REQUIRED ACTION
Work out the number of lines that hold "edges" in the listing, and give that number with no other text.

RECORDS FOR THE EXERCISE
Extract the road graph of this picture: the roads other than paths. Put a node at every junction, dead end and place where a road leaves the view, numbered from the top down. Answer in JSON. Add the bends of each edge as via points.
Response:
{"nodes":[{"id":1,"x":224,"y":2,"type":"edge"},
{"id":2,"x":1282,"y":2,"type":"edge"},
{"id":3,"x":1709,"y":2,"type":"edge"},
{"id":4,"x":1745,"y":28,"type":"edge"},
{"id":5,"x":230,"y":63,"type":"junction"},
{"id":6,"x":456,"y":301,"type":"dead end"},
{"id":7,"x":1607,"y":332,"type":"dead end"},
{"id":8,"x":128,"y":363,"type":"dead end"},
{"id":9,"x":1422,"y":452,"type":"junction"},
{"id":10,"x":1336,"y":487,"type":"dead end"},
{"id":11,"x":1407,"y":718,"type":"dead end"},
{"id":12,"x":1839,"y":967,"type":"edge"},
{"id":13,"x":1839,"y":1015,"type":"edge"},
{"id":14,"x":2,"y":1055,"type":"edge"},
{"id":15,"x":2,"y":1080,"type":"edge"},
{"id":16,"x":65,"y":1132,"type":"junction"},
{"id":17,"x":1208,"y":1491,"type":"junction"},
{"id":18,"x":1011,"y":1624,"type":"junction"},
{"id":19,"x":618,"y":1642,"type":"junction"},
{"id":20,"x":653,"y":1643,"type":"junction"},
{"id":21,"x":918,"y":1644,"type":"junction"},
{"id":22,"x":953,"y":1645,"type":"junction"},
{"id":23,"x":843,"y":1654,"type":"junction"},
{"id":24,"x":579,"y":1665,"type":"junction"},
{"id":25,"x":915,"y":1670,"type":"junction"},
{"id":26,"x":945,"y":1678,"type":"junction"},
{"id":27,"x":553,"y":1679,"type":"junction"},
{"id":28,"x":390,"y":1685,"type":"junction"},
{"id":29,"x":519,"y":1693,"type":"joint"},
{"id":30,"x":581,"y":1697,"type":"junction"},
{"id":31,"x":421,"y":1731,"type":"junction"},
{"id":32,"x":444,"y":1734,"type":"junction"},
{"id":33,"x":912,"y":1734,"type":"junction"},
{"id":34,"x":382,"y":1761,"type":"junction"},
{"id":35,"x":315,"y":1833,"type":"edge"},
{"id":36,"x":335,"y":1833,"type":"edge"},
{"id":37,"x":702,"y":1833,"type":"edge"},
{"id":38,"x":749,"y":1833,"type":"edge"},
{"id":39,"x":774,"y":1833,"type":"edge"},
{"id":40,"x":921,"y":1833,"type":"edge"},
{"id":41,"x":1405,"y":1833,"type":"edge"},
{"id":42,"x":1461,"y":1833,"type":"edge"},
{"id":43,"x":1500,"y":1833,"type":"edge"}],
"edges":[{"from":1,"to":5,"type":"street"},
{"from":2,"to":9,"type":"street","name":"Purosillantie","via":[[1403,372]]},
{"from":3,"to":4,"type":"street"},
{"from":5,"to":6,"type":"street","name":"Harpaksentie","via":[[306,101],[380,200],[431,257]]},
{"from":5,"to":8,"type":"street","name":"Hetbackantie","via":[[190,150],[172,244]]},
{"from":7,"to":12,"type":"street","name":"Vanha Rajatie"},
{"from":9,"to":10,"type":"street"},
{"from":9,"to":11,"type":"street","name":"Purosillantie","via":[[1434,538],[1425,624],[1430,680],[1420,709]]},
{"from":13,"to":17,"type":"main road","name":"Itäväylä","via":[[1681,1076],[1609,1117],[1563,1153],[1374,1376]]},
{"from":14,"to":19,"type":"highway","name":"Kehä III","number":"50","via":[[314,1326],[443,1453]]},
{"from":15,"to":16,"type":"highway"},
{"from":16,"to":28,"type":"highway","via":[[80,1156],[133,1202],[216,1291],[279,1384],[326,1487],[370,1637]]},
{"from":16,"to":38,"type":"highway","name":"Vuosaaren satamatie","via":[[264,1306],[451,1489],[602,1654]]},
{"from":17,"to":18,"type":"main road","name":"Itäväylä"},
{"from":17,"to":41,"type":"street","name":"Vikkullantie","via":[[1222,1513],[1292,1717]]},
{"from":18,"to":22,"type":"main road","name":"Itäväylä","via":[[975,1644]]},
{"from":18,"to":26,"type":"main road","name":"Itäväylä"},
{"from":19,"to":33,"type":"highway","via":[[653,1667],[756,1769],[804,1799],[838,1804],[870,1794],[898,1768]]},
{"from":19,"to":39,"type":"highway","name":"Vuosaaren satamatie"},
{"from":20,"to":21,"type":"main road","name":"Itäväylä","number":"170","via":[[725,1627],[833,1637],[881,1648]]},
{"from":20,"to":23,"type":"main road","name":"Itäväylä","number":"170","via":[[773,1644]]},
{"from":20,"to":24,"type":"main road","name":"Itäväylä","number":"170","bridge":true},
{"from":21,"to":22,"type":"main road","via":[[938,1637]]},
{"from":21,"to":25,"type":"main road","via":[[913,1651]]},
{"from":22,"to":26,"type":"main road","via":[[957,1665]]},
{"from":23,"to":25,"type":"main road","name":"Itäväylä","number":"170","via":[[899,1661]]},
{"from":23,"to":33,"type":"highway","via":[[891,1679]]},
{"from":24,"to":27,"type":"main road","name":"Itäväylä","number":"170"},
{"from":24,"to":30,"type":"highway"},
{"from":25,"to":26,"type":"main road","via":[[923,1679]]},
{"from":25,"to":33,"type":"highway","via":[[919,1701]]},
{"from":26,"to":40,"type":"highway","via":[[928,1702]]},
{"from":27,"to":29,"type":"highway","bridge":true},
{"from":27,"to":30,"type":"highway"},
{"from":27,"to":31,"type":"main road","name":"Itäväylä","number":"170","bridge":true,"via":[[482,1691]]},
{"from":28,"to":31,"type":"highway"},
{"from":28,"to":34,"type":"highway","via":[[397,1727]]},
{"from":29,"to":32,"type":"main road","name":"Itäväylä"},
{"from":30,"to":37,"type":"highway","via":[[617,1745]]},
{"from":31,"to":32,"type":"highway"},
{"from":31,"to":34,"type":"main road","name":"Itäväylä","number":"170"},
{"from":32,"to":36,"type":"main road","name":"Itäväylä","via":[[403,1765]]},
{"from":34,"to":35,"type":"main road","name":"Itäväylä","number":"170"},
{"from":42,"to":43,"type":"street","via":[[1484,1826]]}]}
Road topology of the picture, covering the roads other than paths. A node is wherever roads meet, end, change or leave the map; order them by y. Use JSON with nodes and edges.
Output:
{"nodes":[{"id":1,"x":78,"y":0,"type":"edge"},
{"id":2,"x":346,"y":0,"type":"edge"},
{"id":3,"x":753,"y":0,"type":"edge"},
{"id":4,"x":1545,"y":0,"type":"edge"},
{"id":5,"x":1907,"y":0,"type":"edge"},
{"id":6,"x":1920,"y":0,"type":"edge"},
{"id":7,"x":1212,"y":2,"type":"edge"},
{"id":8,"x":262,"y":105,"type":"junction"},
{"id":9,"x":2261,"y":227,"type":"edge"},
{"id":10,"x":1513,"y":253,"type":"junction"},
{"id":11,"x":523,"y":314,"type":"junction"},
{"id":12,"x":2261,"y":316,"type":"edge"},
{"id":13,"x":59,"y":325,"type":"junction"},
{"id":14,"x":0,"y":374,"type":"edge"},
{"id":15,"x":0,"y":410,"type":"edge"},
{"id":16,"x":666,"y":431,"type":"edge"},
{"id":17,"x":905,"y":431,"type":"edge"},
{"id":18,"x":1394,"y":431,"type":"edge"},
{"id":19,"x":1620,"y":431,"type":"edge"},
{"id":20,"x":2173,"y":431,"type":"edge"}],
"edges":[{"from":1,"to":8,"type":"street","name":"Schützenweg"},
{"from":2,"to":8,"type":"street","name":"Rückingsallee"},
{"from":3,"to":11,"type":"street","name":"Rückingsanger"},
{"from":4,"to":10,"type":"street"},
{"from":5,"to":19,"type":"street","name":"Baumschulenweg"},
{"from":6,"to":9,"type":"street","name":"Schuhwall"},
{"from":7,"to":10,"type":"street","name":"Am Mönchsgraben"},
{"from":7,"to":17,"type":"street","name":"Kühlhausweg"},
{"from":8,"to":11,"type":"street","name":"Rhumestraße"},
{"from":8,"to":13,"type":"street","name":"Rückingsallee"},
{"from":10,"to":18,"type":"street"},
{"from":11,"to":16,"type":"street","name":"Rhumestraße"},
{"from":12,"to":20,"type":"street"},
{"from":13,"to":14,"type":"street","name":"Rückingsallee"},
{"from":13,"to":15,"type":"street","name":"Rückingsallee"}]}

SOLUTION TO THIS TASK
3